(Extracted entries)
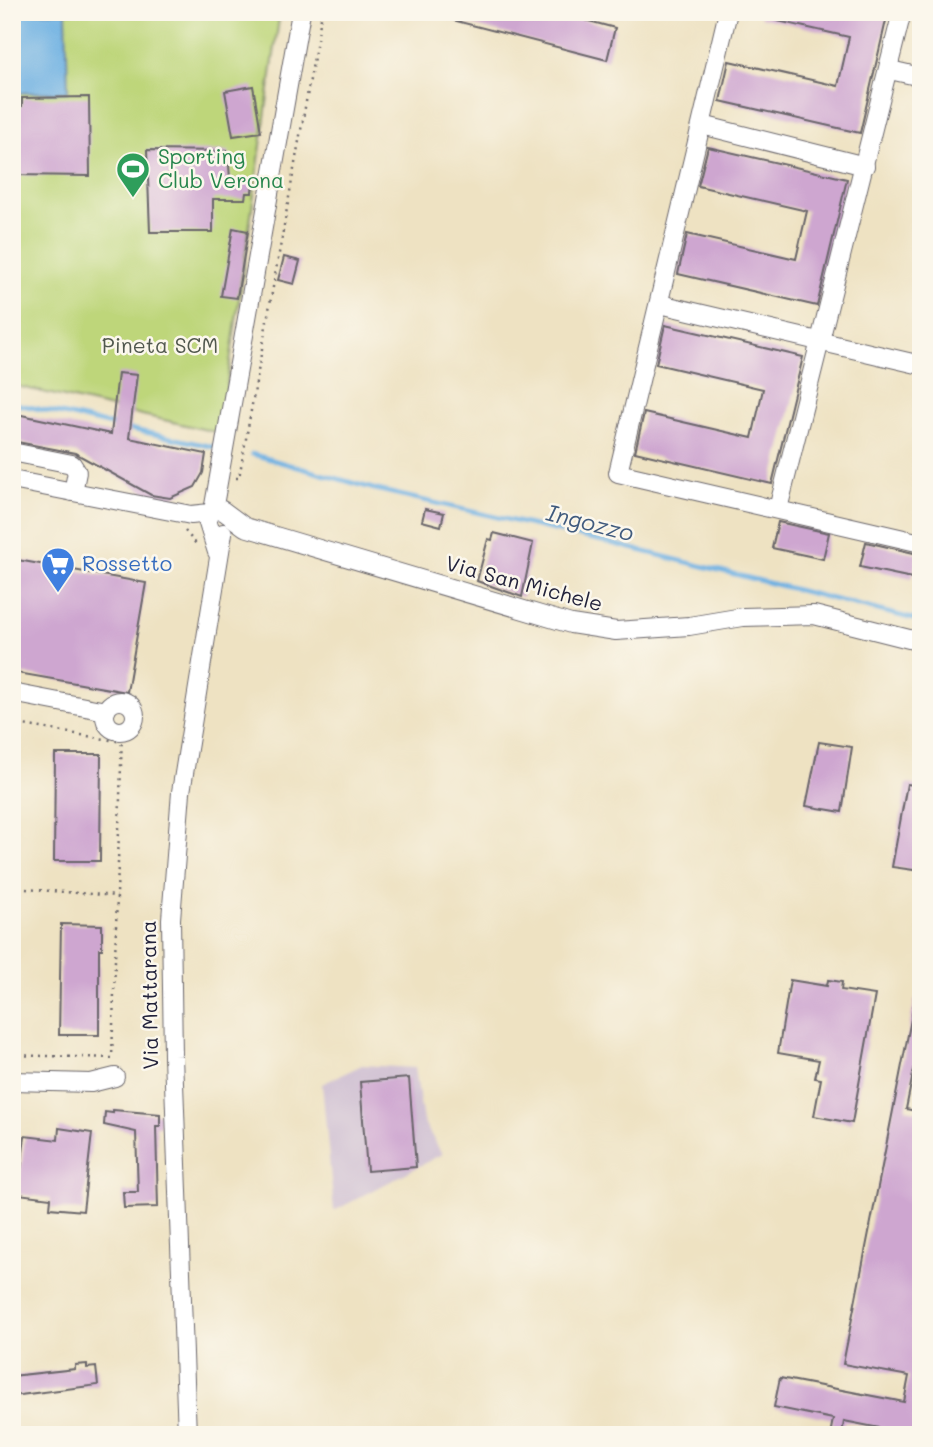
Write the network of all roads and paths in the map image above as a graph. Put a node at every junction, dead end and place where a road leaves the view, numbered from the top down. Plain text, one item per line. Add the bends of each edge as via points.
1 (301, 12) edge
2 (728, 12) edge
3 (902, 12) edge
4 (890, 70) junction
5 (921, 78) edge
6 (702, 125) junction
7 (865, 166) junction
8 (660, 304) junction
9 (821, 342) junction
10 (921, 365) edge
11 (12, 452) edge
12 (12, 480) edge
13 (73, 492) junction
14 (778, 509) junction
15 (222, 522) junction
16 (921, 543) edge
17 (921, 642) edge
18 (12, 693) edge
19 (106, 711) junction
20 (12, 723) edge
21 (122, 737) junction
22 (12, 888) edge
23 (117, 896) junction
24 (12, 1055) edge
25 (115, 1077) dead end
26 (12, 1081) edge
27 (187, 1435) edge

1 - 15 street via 220,483
2 - 6 street
3 - 4 street
4 - 5 street
4 - 7 street
6 - 7 street
6 - 8 street
7 - 9 street
8 - 9 street
8 - 14 street via 618,473
9 - 10 street
9 - 14 street
11 - 13 street via 72,464 77,472
12 - 13 street
13 - 15 street
14 - 16 street
15 - 17 street, Via San Michele via 571,624 616,631 743,617 814,615
15 - 27 street, Via Mattarana via 181,792 171,919
18 - 19 street
19 - 21 street via 108,726
19 - 21 street via 121,701 133,708 134,722
20 - 21 path
21 - 23 path
22 - 23 path
23 - 24 path via 112,1058
25 - 26 street via 90,1083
(End Extracted entries)
* _Assignment_
Output all the data, exactly, without images.

* _Exercise solution_
Write the network of all roads and paths in the map image above as a graph. Put a node at every junction, dead end and place where a road leaves the view, numbered from the top down. Plain text, one item per line. Add the bends of each edge as via points.
1 (301, 12) edge
2 (728, 12) edge
3 (902, 12) edge
4 (890, 70) junction
5 (921, 78) edge
6 (702, 125) junction
7 (865, 166) junction
8 (660, 304) junction
9 (821, 342) junction
10 (921, 365) edge
11 (12, 452) edge
12 (12, 480) edge
13 (73, 492) junction
14 (778, 509) junction
15 (222, 522) junction
16 (921, 543) edge
17 (921, 642) edge
18 (12, 693) edge
19 (106, 711) junction
20 (12, 723) edge
21 (122, 737) junction
22 (12, 888) edge
23 (117, 896) junction
24 (12, 1055) edge
25 (115, 1077) dead end
26 (12, 1081) edge
27 (187, 1435) edge

1 - 15 street via 220,483
2 - 6 street
3 - 4 street
4 - 5 street
4 - 7 street
6 - 7 street
6 - 8 street
7 - 9 street
8 - 9 street
8 - 14 street via 618,473
9 - 10 street
9 - 14 street
11 - 13 street via 72,464 77,472
12 - 13 street
13 - 15 street
14 - 16 street
15 - 17 street, Via San Michele via 571,624 616,631 743,617 814,615
15 - 27 street, Via Mattarana via 181,792 171,919
18 - 19 street
19 - 21 street via 108,726
19 - 21 street via 121,701 133,708 134,722
20 - 21 path
21 - 23 path
22 - 23 path
23 - 24 path via 112,1058
25 - 26 street via 90,1083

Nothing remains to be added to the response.